Saturday, January 12, 2008

Public Schools Ditch Religious Freedom Day

Religious Freedom Day is January 16th. Why is it that I have never heard of it. I mean I have heard of Black History Month, Arbor Day, Earth Day, etc., etc. Obviously I have never heard of it because it was not talked about in school or in libraries or in the news etc. Here is an interesting quote about it from California Catholic Daily.

"Public school teachers and administrators are confused and afraid when it comes to students’ freedom of religious expression,” says Eric Buehrer, president of Gateways to Better Education -- a national organization based in Lake Forest (Orange County) promoting greater awareness of Religious Freedom Day.

“This confusion results in public schools censoring students’ freedom of religious expression,” says Buehrer. “We get reports of teachers telling students they cannot talk about their faith; can’t talk about the birth of Jesus; can’t mention their faith in a homework assignment.”

Each year since 1993, the President has declared Jan. 16 to be Religious Freedom Day, and calls upon Americans to "observe this day through appropriate events and activities in homes, schools, and places of worship." It is the anniversary of the passage, in 1786, of the Virginia Statute of Religious Freedom -- an important influence on the First Amendment.

In addition to Religious Freedom Day, both Presidents Clinton (in 1995 and 1998) and Bush (in 2003) had the U.S. Department of Education issue guidelines on students’ religious freedom. Each time, the secretaries of education sent the guidelines to more than 15,000 school district superintendents and asked them to distribute them to administrators, teachers, parents, and students. But, like Religious Freedom Day, that request has also been largely ignored.

“I know of no school district that distributed the guidelines like the Department of Education asked them to,” says Buehrer.

Friday, January 11, 2008

German Homeschoolers Flee the Country

WorldNetDaily has a disturbing article today about the German crack-down on homeschoolers. The article states that homeschooling families are starting to flee the country.

[A] German family wrote to object to such actions.
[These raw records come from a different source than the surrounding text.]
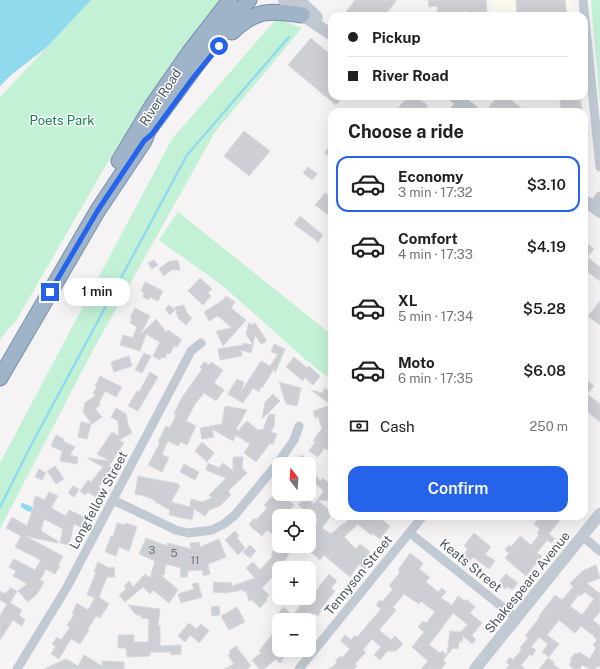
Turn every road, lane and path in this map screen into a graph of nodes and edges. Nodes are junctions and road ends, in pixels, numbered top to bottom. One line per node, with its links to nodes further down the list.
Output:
1 (230, 0): 14 (highway, River Road)
2 (240, 0): 14 (highway)
3 (249, 0): 15 (highway, River Road)
4 (284, 0): 8 (street)
5 (299, 0): 9 (street)
6 (583, 0): 7 (street)
7 (584, 12)
8 (302, 15): 10 (street); 15 (highway)
9 (328, 28)
10 (328, 32)
11 (588, 49): 16 (street)
12 (459, 100): 13 (street)
13 (469, 108)
14 (140, 126): 20 (highway, River Road)
15 (144, 141): 21 (highway, River Road)
16 (600, 166)
17 (600, 196): 18 (street)
18 (592, 206)
19 (201, 344): 23 (street, Longfellow Street)
20 (0, 364)
21 (0, 378)
22 (299, 426): 23 (street)
23 (112, 500): 30 (street, Longfellow Street)
24 (600, 514): 27 (street, Shakespeare Avenue)
25 (420, 520): 26 (street, Tennyson Street)
26 (410, 533): 29 (street, Keats Street); 31 (street, Tennyson Street)
27 (582, 536): 28 (street); 29 (street, Shakespeare Avenue)
28 (600, 551)
29 (516, 618): 32 (street, Shakespeare Avenue)
30 (17, 669)
31 (299, 669)
32 (475, 669)

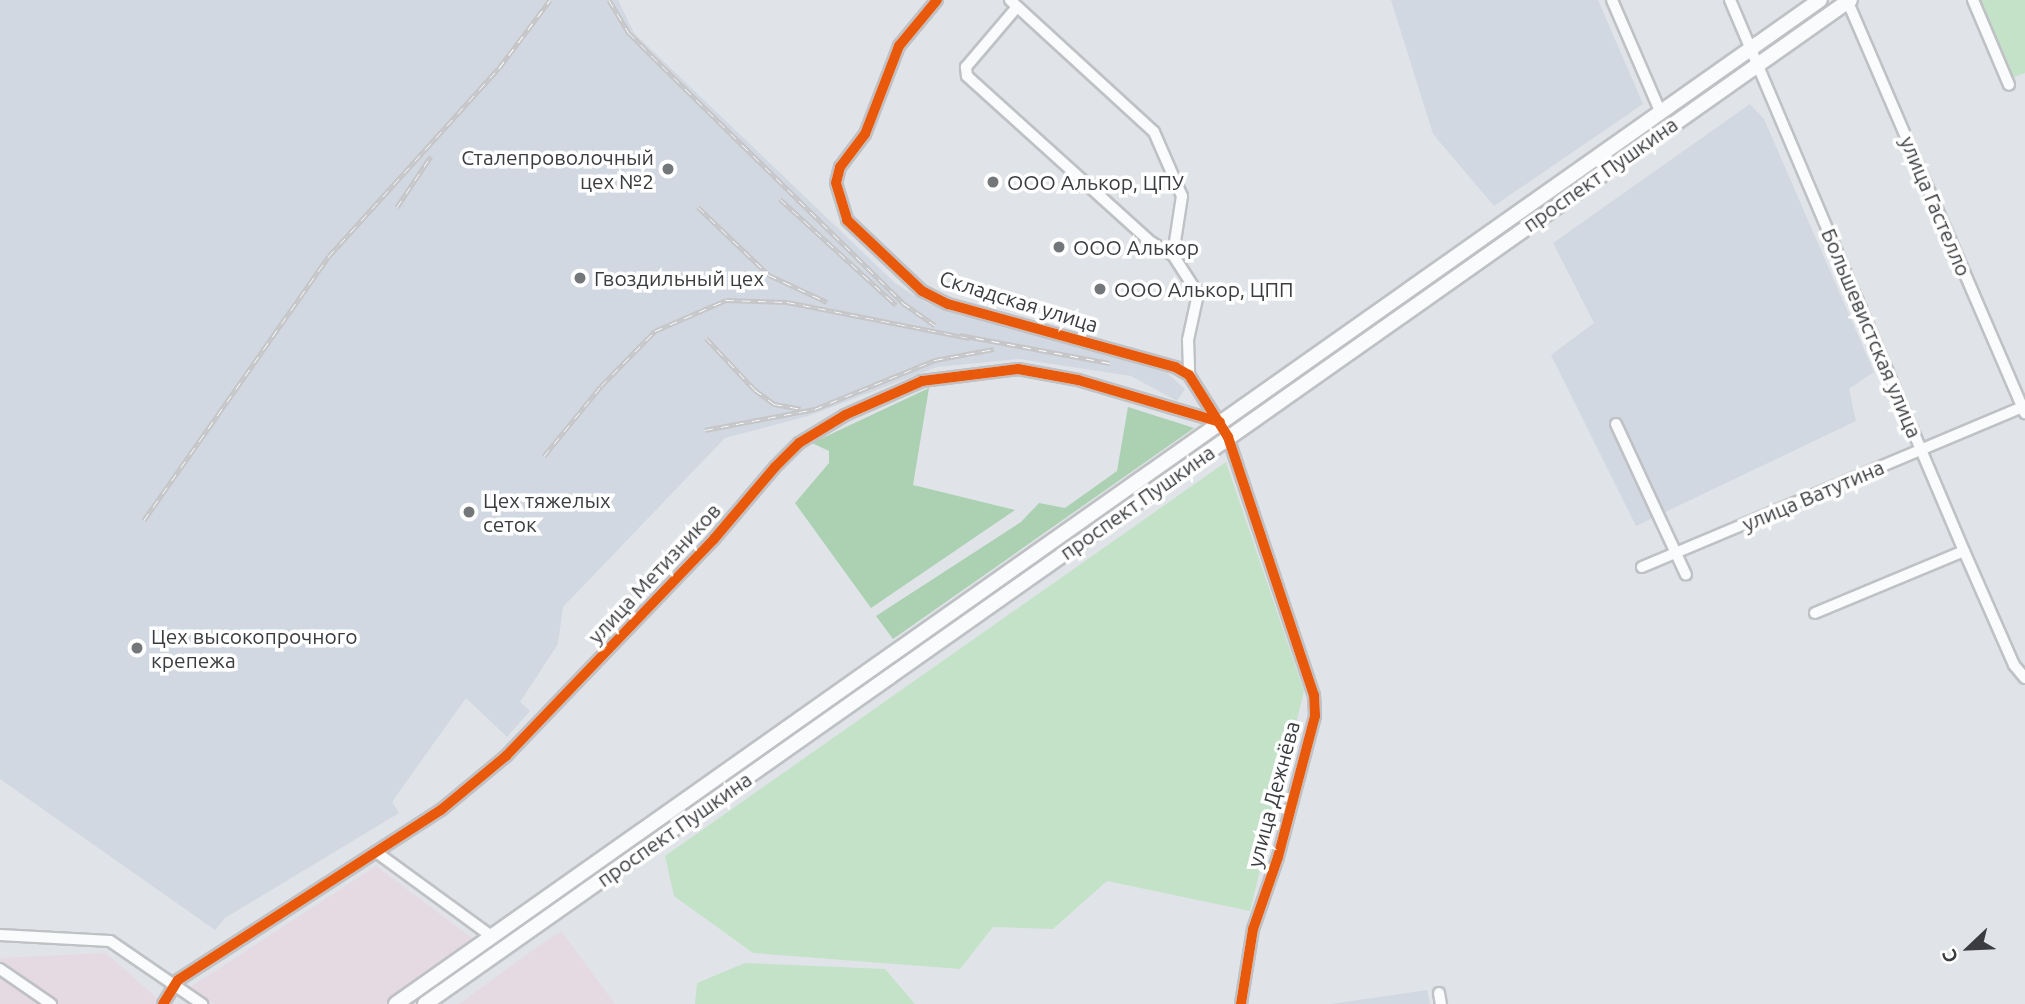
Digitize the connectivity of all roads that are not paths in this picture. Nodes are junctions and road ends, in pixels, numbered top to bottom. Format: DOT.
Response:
graph roads {
  1 [pos="937,0"];
  2 [pos="1612,0"];
  3 [pos="1730,0"];
  4 [pos="1820,0"];
  5 [pos="1973,0"];
  6 [pos="1848,1"];
  7 [pos="1013,3"];
  8 [pos="1751,48"];
  9 [pos="1758,64"];
  10 [pos="2009,85"];
  11 [pos="1661,113"];
  12 [pos="1173,256"];
  13 [pos="1189,375"];
  14 [pos="2024,410"];
  15 [pos="1220,422"];
  16 [pos="1616,424"];
  17 [pos="1228,438"];
  18 [pos="1922,450"];
  19 [pos="1964,551"];
  20 [pos="1676,552"];
  21 [pos="1642,567"];
  22 [pos="1686,575"];
  23 [pos="1815,613"];
  24 [pos="2025,678"];
  25 [pos="646,827"];
  26 [pos="657,842"];
  27 [pos="376,852"];
  28 [pos="0,935"];
  29 [pos="491,936"];
  30 [pos="0,969"];
  31 [pos="173,984"];
  32 [pos="51,1004"];
  33 [pos="163,1004"];
  34 [pos="202,1004"];
  35 [pos="396,1004"];
  36 [pos="425,1004"];
  37 [pos="1241,1004"];
  1 -- 13 [label="street, Складская улица"];
  2 -- 11 [label="street"];
  3 -- 8 [label="street, Большевистская улица"];
  4 -- 8 [label="main road, проспект Пушкина"];
  5 -- 10 [label="street"];
  6 -- 9 [label="main road, проспект Пушкина"];
  6 -- 14 [label="street, улица Гастелло"];
  7 -- 12 [label="street"];
  7 -- 12 [label="street"];
  8 -- 9 [label="street, Большевистская улица"];
  8 -- 11 [label="main road, проспект Пушкина"];
  9 -- 17 [label="main road, проспект Пушкина"];
  9 -- 18 [label="street, Большевистская улица"];
  11 -- 15 [label="main road, проспект Пушкина"];
  12 -- 13 [label="street"];
  13 -- 15 [label="street"];
  14 -- 18 [label="street, улица Ватутина"];
  15 -- 17 [label="street, улица Дежнёва"];
  15 -- 25 [label="main road, проспект Пушкина"];
  15 -- 27 [label="street, улица Метизников"];
  16 -- 20 [label="street"];
  17 -- 26 [label="main road, проспект Пушкина"];
  17 -- 37 [label="street, улица Дежнёва"];
  18 -- 19 [label="street, Большевистская улица"];
  18 -- 20 [label="street, улица Ватутина"];
  19 -- 23 [label="street"];
  19 -- 24 [label="street, Большевистская улица"];
  20 -- 21 [label="street, улица Ватутина"];
  20 -- 22 [label="street"];
  25 -- 26 [label="main road"];
  25 -- 29 [label="main road, проспект Пушкина"];
  26 -- 36 [label="main road, проспект Пушкина"];
  27 -- 29 [label="street"];
  27 -- 31 [label="street, улица Метизников"];
  28 -- 31 [label="street"];
  29 -- 35 [label="main road, проспект Пушкина"];
  30 -- 32 [label="street"];
  31 -- 33 [label="street"];
  31 -- 34 [label="street"];
}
"The minister of education does not share your attitudes toward so-called homeschooling," said a government letter in response. "... You complain about the forced school escort of primary school children by the responsible local police officers. ... In order to avoid this in future, the education authority is in conversation with the affected family in order to look for possibilities to bring the religious convictions of the family into line with the unalterable school attendance requirement."

The European Human Rights Court earlier affirmed Germany's homeschool ban.
That specific case addressed in the opinion involved Fritz and Marianna Konrad, who filed the complaint in 2003 and argued that Germany's compulsory school attendance endangered their children's religious upbringing and promotes teaching inconsistent with the family's Christian faith.

The court said the Konrads belong to a "Christian community which is strongly attached to the Bible" and rejected public schooling because of the explicit sexual indoctrination programs that the courses there include.

The German court already had ruled that the parental "wish" to have their children grow up in a home without such influences "could not take priority over compulsory school attendance." The decision also said the parents do not have an "exclusive" right to lead their children's education.

The above quotes lead me to think these attacks are religious/spiritual in nature. I thank God we still live in a society where we are free to raise our children as we see fit. I applaud the parents in Germany who have not caved and have given up country, friends, and family to do what they feel called to do.

Part of the way this country goes against God is in giving the government the responsibilities that he gave to individuals. One of those responsibilities is that parents are to train up their children in the Lord. To me, this includes educating them from a Christian worldview.

Monday, January 7, 2008

SWAT Team Takes 11-year-old at Gunpoint

After an accident while rough-housing, an 11-year-old boy was checked out by paramedics. They didn't find anything wrong, but recommended that he be check out at the hospital. The dad (having served with the paramedics in Vietnam) said no thanks and chose to monitor the boy himself. CPS was sicked on the family and then finally a SWAT team took the child at gunpoint!! The SWAT team took the child to the hospital where doctors deemed there was nothing wrong with the boy. The following is a quote from the WorldNetDaily article.

The sheriff said the decision to use SWAT team force was justified because the father was a "self-proclaimed constitutionalist" and had made threats and "comments" over the years.

However, the sheriff declined to provide a single instance of the father's illegal behavior. "I can't tell you specifically," he said.

"He was refusing to provide medical care
," the sheriff said.

However, the sheriff said if his own children were involved in an at-home accident, he would want to be the one to make decisions on their healthcare, as did Shiflett.

"I guess if that was one of my children, I would make that decision," the sheriff said.

But he said Shiflett was "rude and confrontational" when the paramedics arrived and entered his home without his permission.

OK. Notice how being a "constitutionalist" makes you some kind of a threat. Notice how even the sheriff acknowledges that he would have wanted to make that decision himself. And I think that I would be rude and confrontational if the paramedics came into my house without permission. This kind of stuff makes my blood boil.